The issue is that the financial reporting around cloud hasn’t kept up. Costs are often spread across multiple providers, teams, and projects. Invoices arrive in different formats, with little context. And you’re left trying to piece together a coherent picture from a patchwork of portals and spreadsheets, with costs continuing to rise on a monthly basis.

This lack of visibility makes it hard to answer basic questions like:

How much are we spending on cloud?
Which departments or projects are driving that spend?
Are we getting value for money?

Without clear answers, budgeting becomes guesswork, and opportunities to optimise are missed.

The Finance Function Steps In

As cloud spend grows, so does the need for financial oversight. CFOs and Finance Directors are increasingly stepping into the conversation, not to slow things down, but to ensure that cloud investments are delivering measurable value.

We need a shift towards both cost control and better decision making:

Forecasting future spend based on real usage trends.
Identifying areas of inefficiency or overspend.
Accountability for where and how the spend is being used.

We also need to build confidence among boards, partners, and clients that cloud is being managed responsibly and strategically.

Enter FinOps

That’s where FinOps comes in. It’s a discipline that brings finance, operations, and IT together to manage cloud spend collaboratively.
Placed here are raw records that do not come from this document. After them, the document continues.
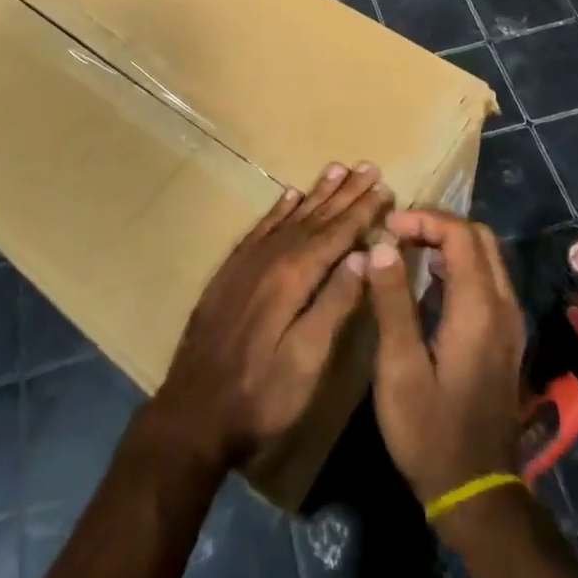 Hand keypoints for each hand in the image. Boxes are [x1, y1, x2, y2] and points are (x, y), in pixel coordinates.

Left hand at [147, 162, 390, 474]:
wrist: (194, 411)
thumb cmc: (261, 395)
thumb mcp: (307, 360)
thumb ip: (334, 304)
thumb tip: (364, 256)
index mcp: (293, 277)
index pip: (336, 235)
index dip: (362, 211)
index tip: (384, 187)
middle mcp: (270, 258)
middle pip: (314, 218)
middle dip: (344, 193)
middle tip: (367, 166)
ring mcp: (247, 262)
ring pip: (289, 217)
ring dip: (315, 194)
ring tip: (336, 169)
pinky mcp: (230, 272)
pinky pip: (260, 229)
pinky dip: (278, 210)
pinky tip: (289, 196)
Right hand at [366, 209, 526, 505]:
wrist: (476, 491)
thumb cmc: (430, 431)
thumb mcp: (399, 367)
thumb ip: (391, 301)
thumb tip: (380, 245)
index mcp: (478, 308)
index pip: (460, 234)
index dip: (423, 220)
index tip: (386, 228)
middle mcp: (503, 306)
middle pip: (479, 237)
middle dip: (437, 225)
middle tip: (396, 234)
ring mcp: (509, 323)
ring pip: (487, 257)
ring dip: (449, 242)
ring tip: (406, 250)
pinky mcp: (506, 337)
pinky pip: (488, 279)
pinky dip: (459, 264)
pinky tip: (428, 282)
Think of it as the bridge between “what we’re using” and “what we’re paying for.”

For accountancy firms, that means:

Breaking down cloud costs by team, project, or client.
Setting budgets and alerts to catch overspend early.
Identifying idle resources and shutting them down.
Giving each stakeholder visibility of the usage and cost that is relevant to them, without overwhelming them with detail.

But that all takes time, tools, and expertise. And most firms don’t have a spare team lying around to build it from scratch.

A Smarter Way to Manage It

That’s why Quorum developed CloudCost iQ, a managed FinOps service designed specifically for organisations that need clarity and control over their cloud spend.

CloudCost iQ gives firms:

A single pane of glass across Azure, AWS, Google and more, which means no more juggling portals or spreadsheets.
Role-based dashboards so finance, IT, and business teams each see what matters to them.
Alerts for anomalies and budget thresholds, so surprises are caught early.
Expert guidance from FinOps-certified practitioners who help interpret the data and recommend action.

It’s not another platform to learn. It’s a service that works with what you’ve already got, and helps you make sense of it.

From Cost Centre to Value Driver

Firms using CloudCost iQ have reported significant benefits:

Reduced cloud spend through better visibility and optimisation.
More accurate budgeting and forecasting.
A cultural shift where teams take ownership of their cloud usage and costs.

But perhaps the biggest shift is in mindset. Cloud is no longer seen as a cost-centre, it becomes a value driver. With the right visibility and controls in place, finance leaders can ensure that every pound spent on cloud contributes to business outcomes. While IT leaders can have the tools and infrastructure they need to keep the business running smoothly.

Final Thought

Cloud has opened the door to new possibilities for accountancy firms. But we need to manage it with the same rigour we apply to any other investment.

That means using the right tools and insights to be proactive instead of reactive.